From: Carrol Cox <cbcox-AT-rs6000.cmp.ilstu.edu>
Subject: M-TH: Re: M-I: MR Sept 1968. French Upheaval and Leninism (fwd)
Date: Tue, 17 Feb 1998 17:44:35 -0600 (CST)


Forwarded message:
From: Carrol Cox <cbcox-AT-rs6000.cmp.ilstu.edu>
Subject: Re: M-I: MR Sept 1968. French Upheaval and Leninism
Date: Tue, 17 Feb 1998 11:46:10 -0600 (CST)

Lou P writes:

<<My problem with the MR article is that it conceives of a Leninist party
in an orthodox Cominternist fashion. This is no surprise since the entire
Marxist left in 1968 had not really thought through the question of
"democratic centralism", the "vanguard", etc. After the Marxist left
imploded in the 1980s, it was up to many of us to perform an autopsy.>>

I don't think the core point Sweezy and Huberman raise is necessarily
implicated in their (or our) conception of "the Party," but rather how
*any* communist party, primarily engaged in certain varieties of "reform"
or "defensive" struggles, can *remain* a communist party and not sink into
some variety or other of social democracy, thus becoming a barrier rather
than a part of revolutionary action.

Their two empirical points are historically accurate:

(1) No workers revolution has occurred in a bourgeois democracy

(2) All revolutions that did (even temporarily) succeed were led by
parties engaged in illegal struggle.

That does *not* establish *in principle* that a wholly legal party can
*not* remain committed to workers revolution, it is merely an empirical
summary, but as Thoreau said someplace about finding a trout in the milk
can, it should give one furiously to think. 

Lenin's point about *What Is To Be Done* being outmoded (cited by Lou
Proyect) does justice to only one aspect of the work. If one abstracts
from its more concrete and immediate content, it has surprising accuracy
as a *description* and analysis of *actually existing* organizations of
all kinds inside capitalist society. That is, "democratic centralism" can
be read as descriptive rather than merely prescriptive. 

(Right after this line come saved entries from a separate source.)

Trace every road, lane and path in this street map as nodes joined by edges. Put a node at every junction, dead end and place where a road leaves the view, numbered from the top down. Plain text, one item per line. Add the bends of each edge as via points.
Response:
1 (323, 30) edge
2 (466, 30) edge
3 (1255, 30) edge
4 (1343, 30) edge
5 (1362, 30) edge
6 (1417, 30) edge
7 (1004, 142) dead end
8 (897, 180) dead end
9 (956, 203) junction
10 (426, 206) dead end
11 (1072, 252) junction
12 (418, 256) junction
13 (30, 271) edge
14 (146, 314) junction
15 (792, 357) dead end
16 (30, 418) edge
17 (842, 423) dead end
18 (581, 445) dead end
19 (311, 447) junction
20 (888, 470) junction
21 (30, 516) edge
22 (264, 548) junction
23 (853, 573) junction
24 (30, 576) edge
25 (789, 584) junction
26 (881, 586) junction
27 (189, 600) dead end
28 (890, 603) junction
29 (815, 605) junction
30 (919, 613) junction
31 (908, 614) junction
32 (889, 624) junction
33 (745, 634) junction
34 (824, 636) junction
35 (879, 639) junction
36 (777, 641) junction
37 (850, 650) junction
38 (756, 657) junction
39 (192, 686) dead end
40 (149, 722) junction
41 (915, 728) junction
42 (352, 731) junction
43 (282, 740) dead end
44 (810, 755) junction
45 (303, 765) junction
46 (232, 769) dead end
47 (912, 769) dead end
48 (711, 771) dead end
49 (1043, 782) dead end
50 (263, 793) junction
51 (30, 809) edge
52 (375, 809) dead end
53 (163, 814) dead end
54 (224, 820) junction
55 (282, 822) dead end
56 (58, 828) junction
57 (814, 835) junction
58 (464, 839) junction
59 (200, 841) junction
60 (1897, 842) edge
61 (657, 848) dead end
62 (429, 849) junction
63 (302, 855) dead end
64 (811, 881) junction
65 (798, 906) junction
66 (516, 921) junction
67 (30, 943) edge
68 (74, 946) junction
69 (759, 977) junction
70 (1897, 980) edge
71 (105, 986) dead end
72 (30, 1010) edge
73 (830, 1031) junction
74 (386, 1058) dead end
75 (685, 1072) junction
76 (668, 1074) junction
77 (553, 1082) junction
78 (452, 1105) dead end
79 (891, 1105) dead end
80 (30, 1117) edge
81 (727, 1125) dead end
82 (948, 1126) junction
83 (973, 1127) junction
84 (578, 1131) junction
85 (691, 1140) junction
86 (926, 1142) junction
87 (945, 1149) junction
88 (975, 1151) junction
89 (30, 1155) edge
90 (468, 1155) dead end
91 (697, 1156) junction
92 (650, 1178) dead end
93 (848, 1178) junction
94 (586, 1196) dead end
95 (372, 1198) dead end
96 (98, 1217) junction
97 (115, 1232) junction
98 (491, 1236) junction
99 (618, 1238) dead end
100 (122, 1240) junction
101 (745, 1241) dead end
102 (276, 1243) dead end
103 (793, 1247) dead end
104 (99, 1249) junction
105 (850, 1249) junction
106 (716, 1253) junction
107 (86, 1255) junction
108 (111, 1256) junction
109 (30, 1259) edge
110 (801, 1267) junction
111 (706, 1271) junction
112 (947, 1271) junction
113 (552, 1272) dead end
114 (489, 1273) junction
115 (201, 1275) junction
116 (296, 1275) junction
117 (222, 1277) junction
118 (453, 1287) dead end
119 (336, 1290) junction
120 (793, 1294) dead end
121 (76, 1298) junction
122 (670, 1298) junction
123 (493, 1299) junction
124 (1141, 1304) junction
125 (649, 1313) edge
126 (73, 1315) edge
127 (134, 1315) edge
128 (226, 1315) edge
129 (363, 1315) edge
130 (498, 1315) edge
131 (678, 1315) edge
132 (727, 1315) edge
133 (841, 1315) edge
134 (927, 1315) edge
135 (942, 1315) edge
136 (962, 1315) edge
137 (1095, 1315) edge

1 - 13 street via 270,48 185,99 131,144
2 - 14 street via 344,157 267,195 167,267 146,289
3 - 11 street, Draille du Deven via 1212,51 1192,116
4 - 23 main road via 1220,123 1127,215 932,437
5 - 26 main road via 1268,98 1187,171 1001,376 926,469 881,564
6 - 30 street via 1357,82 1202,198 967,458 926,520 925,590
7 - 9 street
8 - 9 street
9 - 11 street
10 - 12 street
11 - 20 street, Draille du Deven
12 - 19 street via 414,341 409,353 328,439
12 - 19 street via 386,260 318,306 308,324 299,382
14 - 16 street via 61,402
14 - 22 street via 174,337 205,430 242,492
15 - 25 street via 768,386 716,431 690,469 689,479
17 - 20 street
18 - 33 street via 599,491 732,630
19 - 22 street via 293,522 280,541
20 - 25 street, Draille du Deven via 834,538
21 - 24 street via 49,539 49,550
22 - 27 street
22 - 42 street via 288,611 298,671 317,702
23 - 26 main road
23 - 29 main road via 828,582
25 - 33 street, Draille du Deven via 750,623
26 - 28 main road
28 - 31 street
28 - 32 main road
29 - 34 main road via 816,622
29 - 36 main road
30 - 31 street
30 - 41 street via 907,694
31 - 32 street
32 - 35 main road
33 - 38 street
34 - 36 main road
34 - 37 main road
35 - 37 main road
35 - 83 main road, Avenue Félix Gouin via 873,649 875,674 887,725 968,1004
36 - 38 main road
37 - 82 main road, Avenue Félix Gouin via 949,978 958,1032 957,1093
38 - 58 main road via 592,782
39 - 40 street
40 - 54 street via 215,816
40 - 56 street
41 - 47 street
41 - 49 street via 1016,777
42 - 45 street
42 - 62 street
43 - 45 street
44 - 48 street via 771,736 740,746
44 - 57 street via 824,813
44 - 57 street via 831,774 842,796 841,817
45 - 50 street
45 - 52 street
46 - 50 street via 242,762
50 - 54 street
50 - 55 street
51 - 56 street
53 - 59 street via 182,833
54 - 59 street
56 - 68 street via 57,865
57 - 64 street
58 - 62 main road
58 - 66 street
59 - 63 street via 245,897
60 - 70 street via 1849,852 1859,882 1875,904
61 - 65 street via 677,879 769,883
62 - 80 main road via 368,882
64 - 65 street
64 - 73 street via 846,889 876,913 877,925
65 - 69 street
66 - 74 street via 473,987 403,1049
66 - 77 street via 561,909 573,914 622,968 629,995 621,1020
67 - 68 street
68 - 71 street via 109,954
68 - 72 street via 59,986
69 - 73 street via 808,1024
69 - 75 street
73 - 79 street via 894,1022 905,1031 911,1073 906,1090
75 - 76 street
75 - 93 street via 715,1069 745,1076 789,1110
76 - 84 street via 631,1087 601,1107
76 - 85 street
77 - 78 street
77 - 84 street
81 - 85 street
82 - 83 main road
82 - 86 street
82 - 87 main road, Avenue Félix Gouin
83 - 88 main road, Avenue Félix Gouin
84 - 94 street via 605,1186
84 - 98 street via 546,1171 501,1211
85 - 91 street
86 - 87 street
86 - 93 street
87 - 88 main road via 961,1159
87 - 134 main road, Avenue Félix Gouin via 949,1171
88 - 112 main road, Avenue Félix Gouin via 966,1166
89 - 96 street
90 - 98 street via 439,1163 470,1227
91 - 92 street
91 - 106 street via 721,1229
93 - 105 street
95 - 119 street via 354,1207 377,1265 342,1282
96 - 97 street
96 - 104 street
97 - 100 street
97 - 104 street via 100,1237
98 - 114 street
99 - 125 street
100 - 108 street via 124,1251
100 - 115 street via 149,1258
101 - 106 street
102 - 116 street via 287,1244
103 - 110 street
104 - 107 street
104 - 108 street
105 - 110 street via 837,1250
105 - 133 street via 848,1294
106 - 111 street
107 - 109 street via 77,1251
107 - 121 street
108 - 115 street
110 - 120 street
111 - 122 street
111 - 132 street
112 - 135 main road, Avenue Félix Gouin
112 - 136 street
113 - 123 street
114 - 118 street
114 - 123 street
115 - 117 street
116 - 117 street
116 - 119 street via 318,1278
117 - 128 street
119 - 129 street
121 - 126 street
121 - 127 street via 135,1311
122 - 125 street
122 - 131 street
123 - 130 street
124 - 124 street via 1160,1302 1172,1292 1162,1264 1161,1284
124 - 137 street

This perspective would not refute Lou's critique of what he calls
"orthodox comintern" interpretation of "Leninism," but it would require
some restatement of the critique.

Please, everyone, note that *all* conceptions of revolutionary strategy
and revolutionary parties in the advanced capitalist world exist only in
the mind: we have no positive models with a record of success.